As the weeks came to an end, some had resorted to breaking the law to pay their bills. Stealing and selling drugs became somewhat of the norm around the poverty-ridden town, which sent some family members to jail. Other families just gave up and were left sitting in their houses or living on the streets because of eviction.
Even with the help of the government and food stamps and child care, families were failing. It illustrated that even with welfare and assistance, it’s just not enough to survive on.
The simulation ends and a discussion breaks out about how everyone had been affected differently. And the word perspective was used a lot in conversation with the members of the different families. People said that they had never had to think about money in such a big way and it seemed at the end, giving up was the best option.
But for the actual families in poverty in the United States, giving up is not an option. They have the lives of young children resting on their shoulders at all times. And even at their worst points, these families have to stick together, usually meaning that parents have to take on second or third jobs to make sure that their families are cared for. Participants said they were filled with stress, anxiety and confusion by the simulation.

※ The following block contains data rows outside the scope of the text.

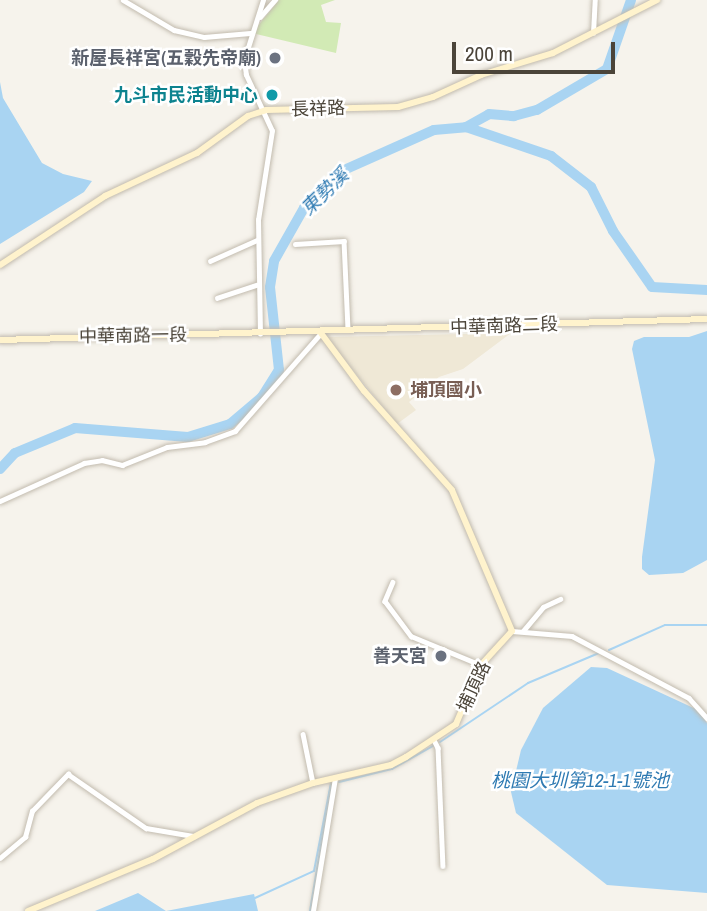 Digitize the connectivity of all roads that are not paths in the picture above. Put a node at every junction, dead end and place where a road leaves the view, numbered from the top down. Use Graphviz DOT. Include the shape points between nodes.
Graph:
graph roads {
  1 [pos="123,0"];
  2 [pos="263,0"];
  3 [pos="275,0"];
  4 [pos="596,0"];
  5 [pos="657,0"];
  6 [pos="257,20"];
  7 [pos="250,33"];
  8 [pos="593,34"];
  9 [pos="266,110"];
  10 [pos="257,240"];
  11 [pos="295,244"];
  12 [pos="210,261"];
  13 [pos="0,265"];
  14 [pos="256,285"];
  15 [pos="217,298"];
  16 [pos="707,319"];
  17 [pos="348,330"];
  18 [pos="300,333"];
  19 [pos="321,333"];
  20 [pos="263,335"];
  21 [pos="0,340"];
  22 [pos="0,500"];
  23 [pos="393,582"];
  24 [pos="560,599"];
  25 [pos="512,631"];
  26 [pos="523,631"];
  27 [pos="481,665"];
  28 [pos="707,718"];
  29 [pos="303,734"];
  30 [pos="434,740"];
  31 [pos="335,778"];
  32 [pos="313,783"];
  33 [pos="194,836"];
  34 [pos="0,859"];
  35 [pos="443,866"];
  36 [pos="28,911"];
  37 [pos="313,911"];
  1 -- 7 [label="street" via="174,30 204,37"];
  2 -- 6 [label="street"];
  3 -- 6 [label="street"];
  4 -- 8 [label="street"];
  5 -- 8 [label="street, 長祥路"];
  6 -- 7 [label="street"];
  7 -- 9 [label="street" via="246,75"];
  8 -- 9 [label="street, 長祥路" via="553,53 398,107"];
  9 -- 10 [label="street" via="272,131"];
  9 -- 13 [label="street, 長祥路" via="248,116 197,153 105,196"];
  10 -- 12 [label="street"];
  10 -- 14 [label="street"];
  11 -- 17 [label="street" via="344,241"];
  14 -- 15 [label="street"];
  14 -- 20 [label="street"];
  16 -- 17 [label="street, 中華南路二段"];
  17 -- 19 [label="street, 中華南路二段"];
  18 -- 19 [label="street, 中華南路二段"];
  18 -- 20 [label="street, 中華南路一段"];
  19 -- 22 [label="street" via="235,431 205,442 167,447 122,465 102,460 84,463"];
  19 -- 25 [label="street" via="364,391 452,490"];
  20 -- 21 [label="street, 中華南路一段"];
  23 -- 27 [label="street" via="385,601 411,636"];
  24 -- 26 [label="street" via="543,607"];
  25 -- 26 [label="street"];
  25 -- 27 [label="street, 埔頂路"];
  26 -- 28 [label="street" via="572,636 689,698"];
  27 -- 30 [label="street, 埔頂路" via="456,724"];
  29 -- 32 [label="street"];
  30 -- 31 [label="street, 埔頂路" via="391,765"];
  30 -- 35 [label="street"];
  31 -- 32 [label="street, 埔頂路"];
  31 -- 37 [label="street"];
  32 -- 33 [label="street, 埔頂路" via="257,803"];
  33 -- 34 [label="street" via="146,828 68,774 32,811 25,836"];
  33 -- 36 [label="street, 埔頂路" via="153,859"];
} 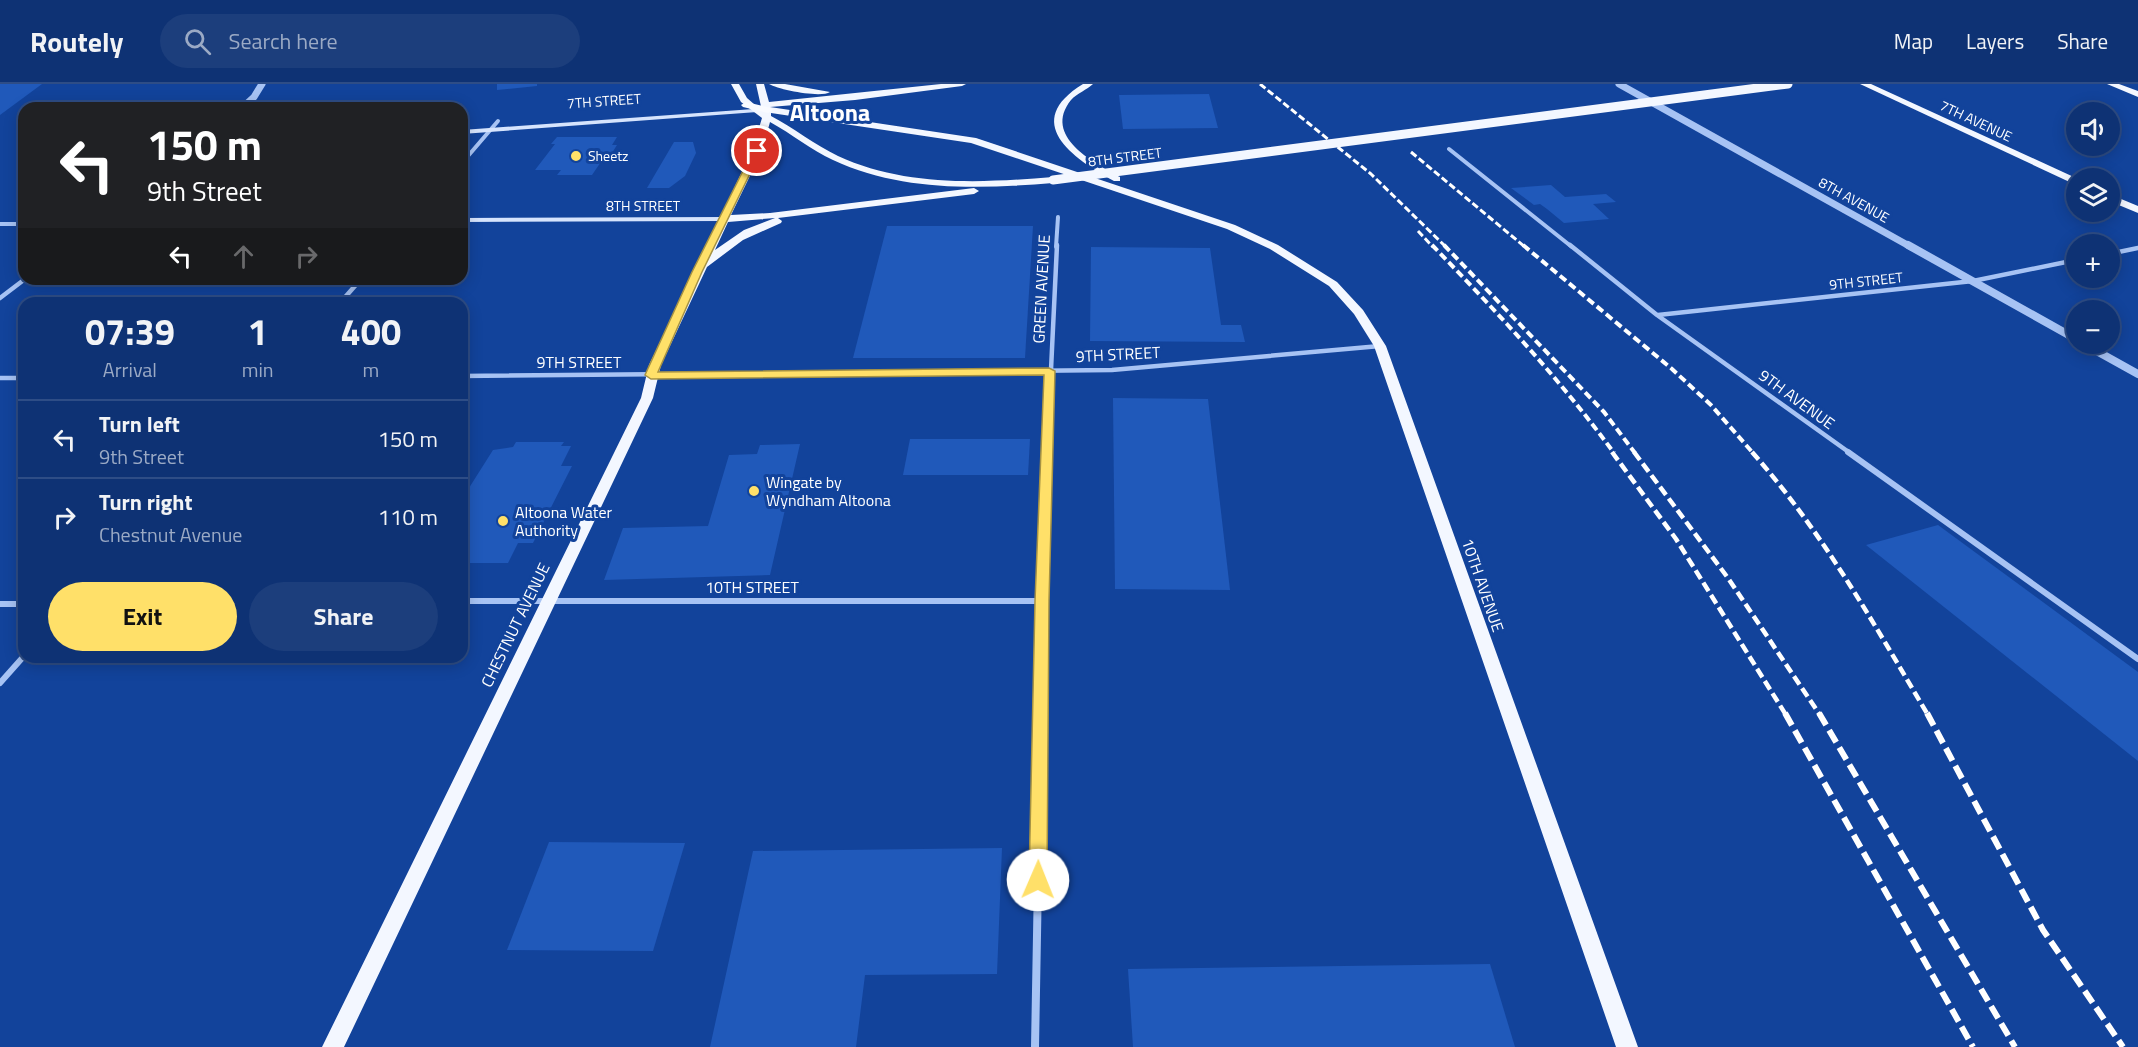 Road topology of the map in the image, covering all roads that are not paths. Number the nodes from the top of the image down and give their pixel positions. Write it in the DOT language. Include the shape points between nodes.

As most of the participants began to settle from the hour and the simulation started to close down, a very calming feeling hovered over everyone. It seemed as though everyone was lost in their own thoughts, thinking about their futures and how they could avoid this style of living. They seemed to be left with the realization that poverty can happen to anyone, especially with the way the economy fluctuates each year.
This Soundings event was more than just getting credit for a class. It helped people think and feel the weight of the world on their shoulders for just one hour. Which seemed to be long enough for some.